「日本風景街道」と九州での展開について
九州風景街道推進会議事務局 (九州地方整備局道路計画第二課)
歴史、文化、伝統、心、風景を大事にし、地域の人々とその地域を訪れる人々が楽しく交流できるような仕組みづくりが目的の日本風景街道。地域住民、企業、行政など官民が協働で実施することを通じて、全国に美しい風景を広げていこうとしています。
平成17年12月7日に、日本風景街道の全国的な取り組みとして、日本風景街道戦略会議(委員長、奥田碩・日本経団連名誉会長)を設置。全国から応募があった75のモデルルートへの視察・調査などを経て、平成19年4月20日に「日本風景街道の実現に向けて〜美しい国土景観の形成を目指した国民的な運動を〜」と題して提言がとりまとめられました。
全国 一 斉に登録受け付け
提言においては、日本風景街道の理念、構成する要素(図―1)、基本的な枠組みがとりまとめられ、枠組みの具体例が示されています。国土交通省では平成19年度から、提言を受けて風景街道の登録、支援に関する具体的な取り組みを開始しています。
風景街道の登録では、地域のさまざまな活動団体と道路管理者などが風景街道パートナーシップを締結。全国地方ブロックごとに設置される風景街道地方協議会に登録申請を行い、協議会は登録条件(表―1)を満たすものに対して登録証を交付。風景街道パートナーシップが行う活動に対して、さまざまな支援を行うこととなります(図―2)。登録の受け付けは、平成19年9月10日より全国一斉に開始されており、今後、継続的に実施されます。
九州風景街道推進会議の設立
九州で展開される日本風景街道の取り組みを「九州風景街道」と呼ぶ。平成19年3月7日に、風景街道地方協議会にあたる組織として、九州風景街道推進会議(会長、明石博義・九州経済連合会副会長)が設立されました(図―3)。同会議は、九州風景街道に関する取り組みを円滑かつ効果的に推進することを目的としています。

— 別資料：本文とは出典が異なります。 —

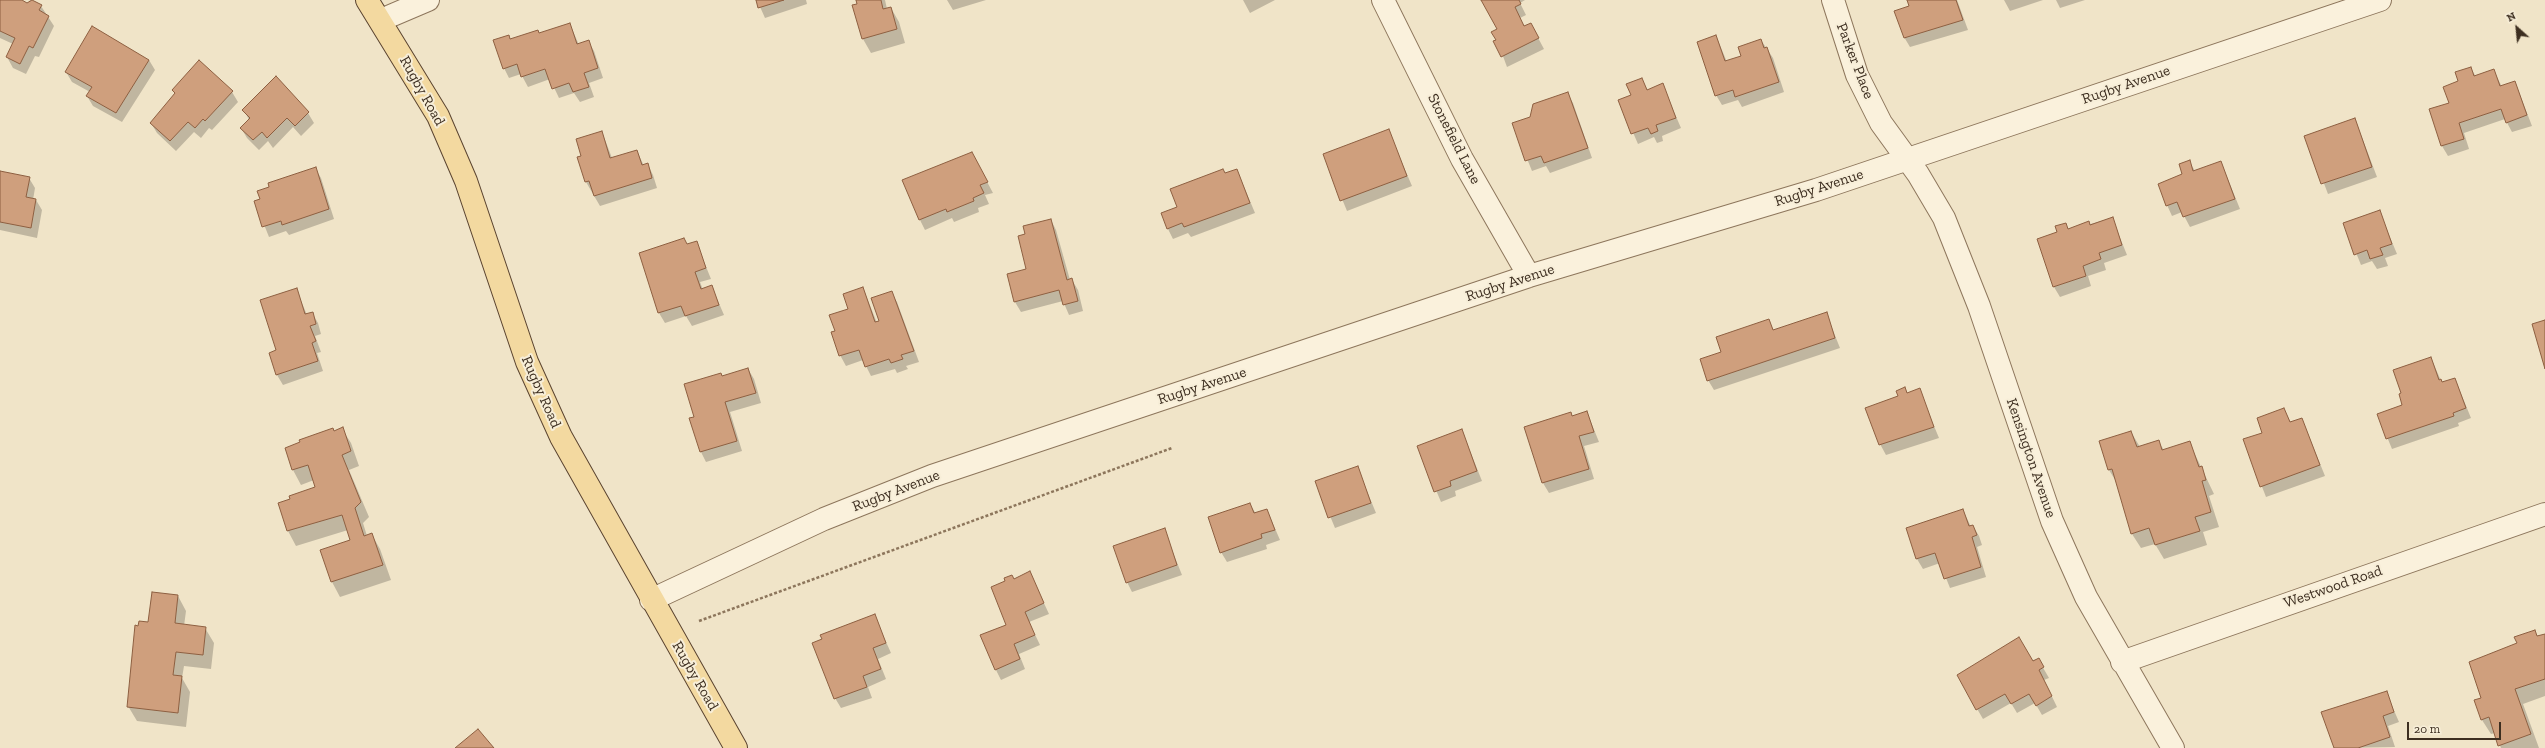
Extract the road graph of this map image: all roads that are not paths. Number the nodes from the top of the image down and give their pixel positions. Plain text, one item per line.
1 (367, 0) edge
2 (428, 0) edge
3 (1383, 0) edge
4 (1833, 0) edge
5 (2380, 0) edge
6 (381, 20) junction
7 (1907, 160) junction
8 (1529, 276) junction
9 (2545, 514) edge
10 (651, 600) junction
11 (2122, 662) junction
12 (736, 748) edge
13 (2173, 748) edge

1 - 6 main road, Rugby Road
2 - 6 street
3 - 8 street, Stonefield Lane
4 - 7 street, Parker Place
5 - 7 street, Rugby Avenue
6 - 10 main road, Rugby Road
7 - 8 street, Rugby Avenue
7 - 11 street, Kensington Avenue
8 - 10 street, Rugby Avenue
9 - 11 street, Westwood Road
10 - 12 main road, Rugby Road
11 - 13 street, Kensington Avenue

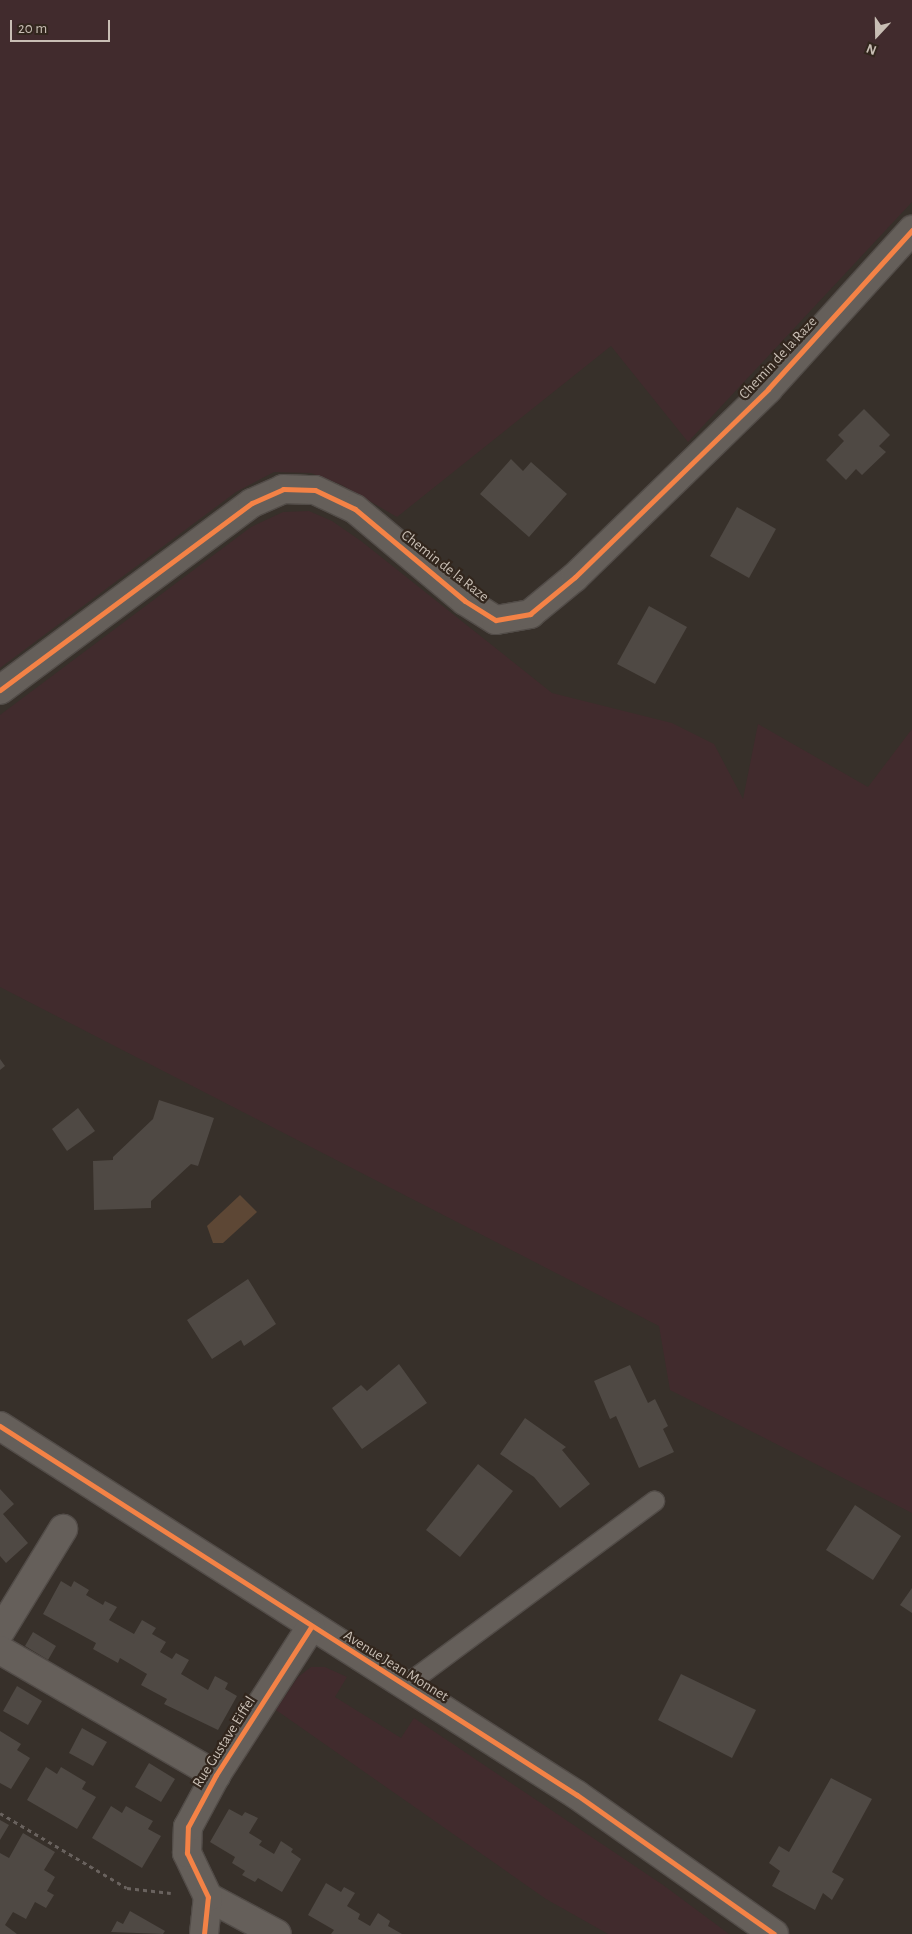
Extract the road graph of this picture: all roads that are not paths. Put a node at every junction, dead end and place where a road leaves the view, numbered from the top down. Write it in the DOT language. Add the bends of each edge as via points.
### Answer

同会議は、九州風景街道に関する基本的な方針を策定、支援施策を企画・立案のほか、風景街道の募集・登録を行います。構成メンバーは経済界や観光関係団体の代表者、学識者が中心。下部組織には、同会議の主要なメンバーから構成される基本問題小委員会と、九州地方整備局および各県の道路管理者から構成される行政連絡小委員会が組織されています。
また、同会議とは別に、風景街道に対する情報提供や各風景街道間の意見交換を促進することを目的として、風景街道の代表者が参加するルート代表者会議を設置。同会議とルート代表者会議が、互いに調整し情報の共有化を図ることにより九州風景街道を推進していきます。
風景街道の特長を生かした支援の実施
同会議は九州風景街道支援計画を作成し、九州風景街道全体の支援と風景街道個別の支援を検討します。九州風景街道の推進のためには、各々の風景街道の特長を生かした活動に対して、個別具体に支援内容を検討することが重要です。そのため、各風景街道に対して活動計画書を任意で作成してもらい、活動計画書に沿った支援を行います。具体的には、美しい景観づくりのための道路整備や地域資源の魅力を高めるための調査や活動に対する支援等を地域の方々と話し合いながら実施します。
日本風景街道戦略会議の提言によれば、おおむね3年後をめどに風景街道を評価する全国的な枠組みが構築されることになります。今後、九州各地の風景街道の活動を充実させ、全国的にも高い評価が得られるような風景街道を九州全体に展開することを目指しています。